Noti Express - Rosario - Santa Fe
17 de marzo de 2005

EL CANTO DE LA SIRENA

Ligia Piro es una de esas cantantes que uno escucharía mil veces sin cansarse. De esas artista que envuelven al público y lo engatusan con su voz cargada de matices. De esas chicas a quienes una elegiría como amiga, porque garantizan buenos momentos de risas, ironías y confesiones sinceras. De seguro, es la mina de quien muchos hombres se enamorarían: es alta, espigada, fina y delicada (de hecho más de uno quedó flasheado por su paso por la ciudad.) Es diferentes sin estridencias. Oscila entre la tristeza y la alegría, entre la debilidad y la fortaleza y en todos los matices, es creíble. En todo esto pensaba durante su primera presentación en Rosario, en el Teatro La Comedia, en el marco de los festejos por el Día de la Mujer, en donde la Piro no decepcionó y si algún despistado no la tenía todavía, se volvió a su casa invadiso por esta mujer que canta jazz y bossa nova con un carisma muy particular, interpretando cada tema de una forma diferente, poniendo arriba del escenario un toque de dramatismo, otro tanto de humos y mucho de sensualidad, acompañada por el trío compuesto por Javier López Del Carril (en guitarra), Lisandro Etala (en bajo), y David Libedinsky (en batería). El público la recibió modestamente y la despidió ovacionándola. Sobre el escenario se despachó con veinte temas, comenzó con Get out my mine, Something unsual y Lover man. “Vos no sabés lo que es el amor, yo te lo voy a contar”, tradujo Ligia antes de cantar You don´t know what love is.
Asegura que su vocación nació con ella.
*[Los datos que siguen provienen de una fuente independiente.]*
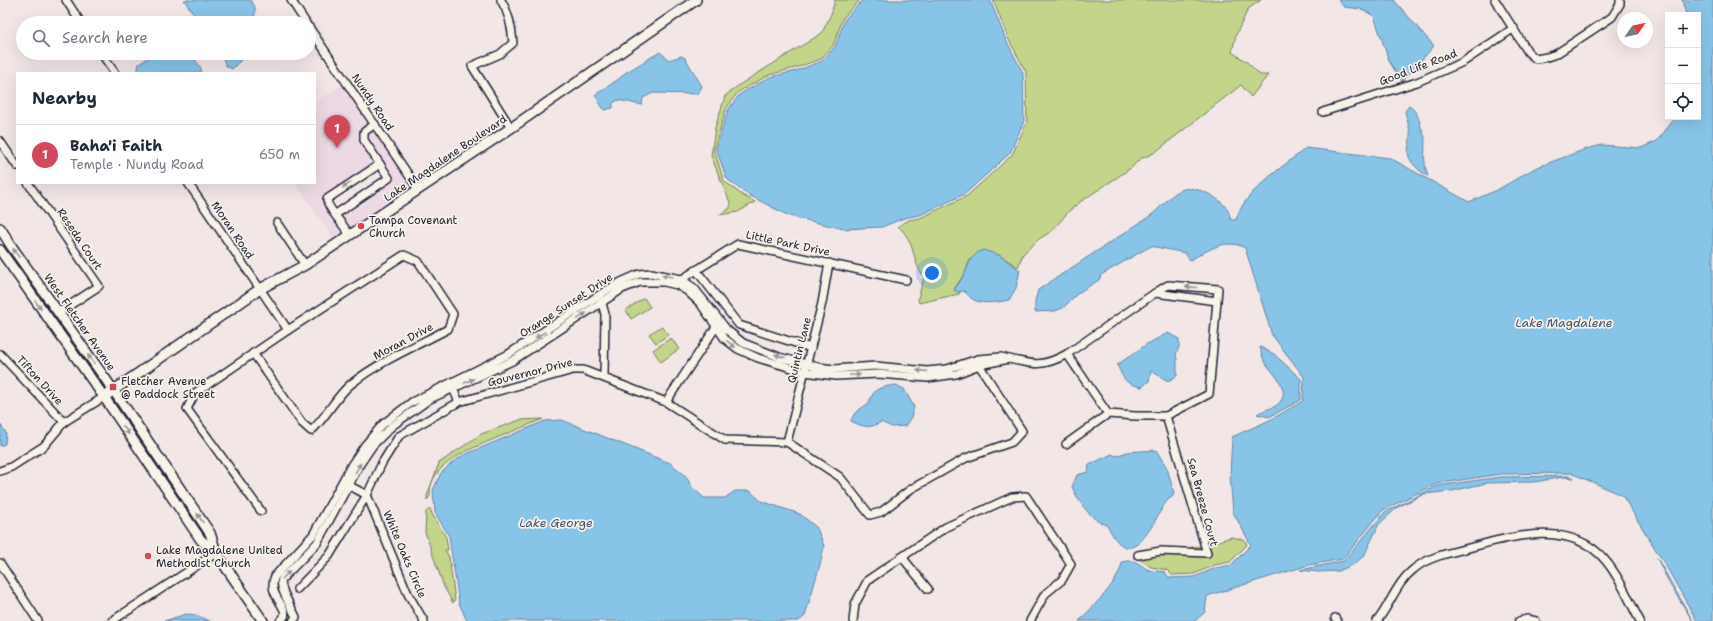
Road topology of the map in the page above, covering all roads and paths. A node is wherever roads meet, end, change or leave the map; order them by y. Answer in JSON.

Claro, sus padres son dos grandes: Susana Rinaldi y el bandoneonista Osvaldo Piro. “Nací para esto y siempre supe que no me iba a dedicar a otra cosa que no sea lo artístico”, asegura esta vocalista que le entrega el alma al jazz, pero también incursionó en el teatro, la televisión y el cine.

-¿Esta pasión vino acompañada de exigencias?

-Exigencias no, pero siempre miré a mis padres con admiración, sobre todo por la responsabilidad, seriedad y profesionalismo que le impusieron a sus carreras, porque uno trabaja con el cuerpo y con los sentimientos. Yo me formé, fui al Conservatorio Nacional de Música donde estudié canto lírico y a la escuela de teatro, simultáneamente.

-¿Pesa ser la hija de?

-Creo que hubiese pesado si me hubiera dedicado al tango, pero me decidí por el jazz, relacionado con otra cultura y al que yo le aporto mis raíces y el público lo acepta.

-¿Cuándo elegiste dedicarte al jazz?

-De chica me gustaba escuchar música en inglés. Cuando tenía doce años descubrí un disco de mi mamá Divas del jazz, donde cantaban Billie Hollyday, Sara Vaughan y Ella Fitzgerald. Cuando hice mi primer show en el pub, tenía dieciocho años. Quería cantar jazz y bossa, pero no me animaba, entonces preparé un repertorio que además tenía boleros, folclore y tango. En ese show dije basta y decidí arriesgarme. La respuesta del público fue positiva, es que este país se está preparando culturalmente para aceptar múltiples géneros.

-¿Es difícil para una mujer cantar jazz?

-Para nada, lo que faltan son hombres, me encantaría escuchar hombres cantando jazz. Yo no pertenezco al ambiente jazzero solamente: mi tía hace folclore, mi madre tango, mi padre tango musical. En los festivales en general tienden a convocar sólo a bandas que hacen jazz instrumental. Me han invitado, pero no es tan común.

-¿Fue necesaria la aprobación de tus padres?

-Es necesaria la aprobación de los padres en todo, y más en la carrera que uno elige, esto entra en las generalidades de la ley. Yo tuve esa aprobación desde el comienzo, y cuando tuve dudas me dieron confianza. La mirada de ellos es de orgullo, de emoción, de mucha satisfacción, para nada son jueces de lo que hago.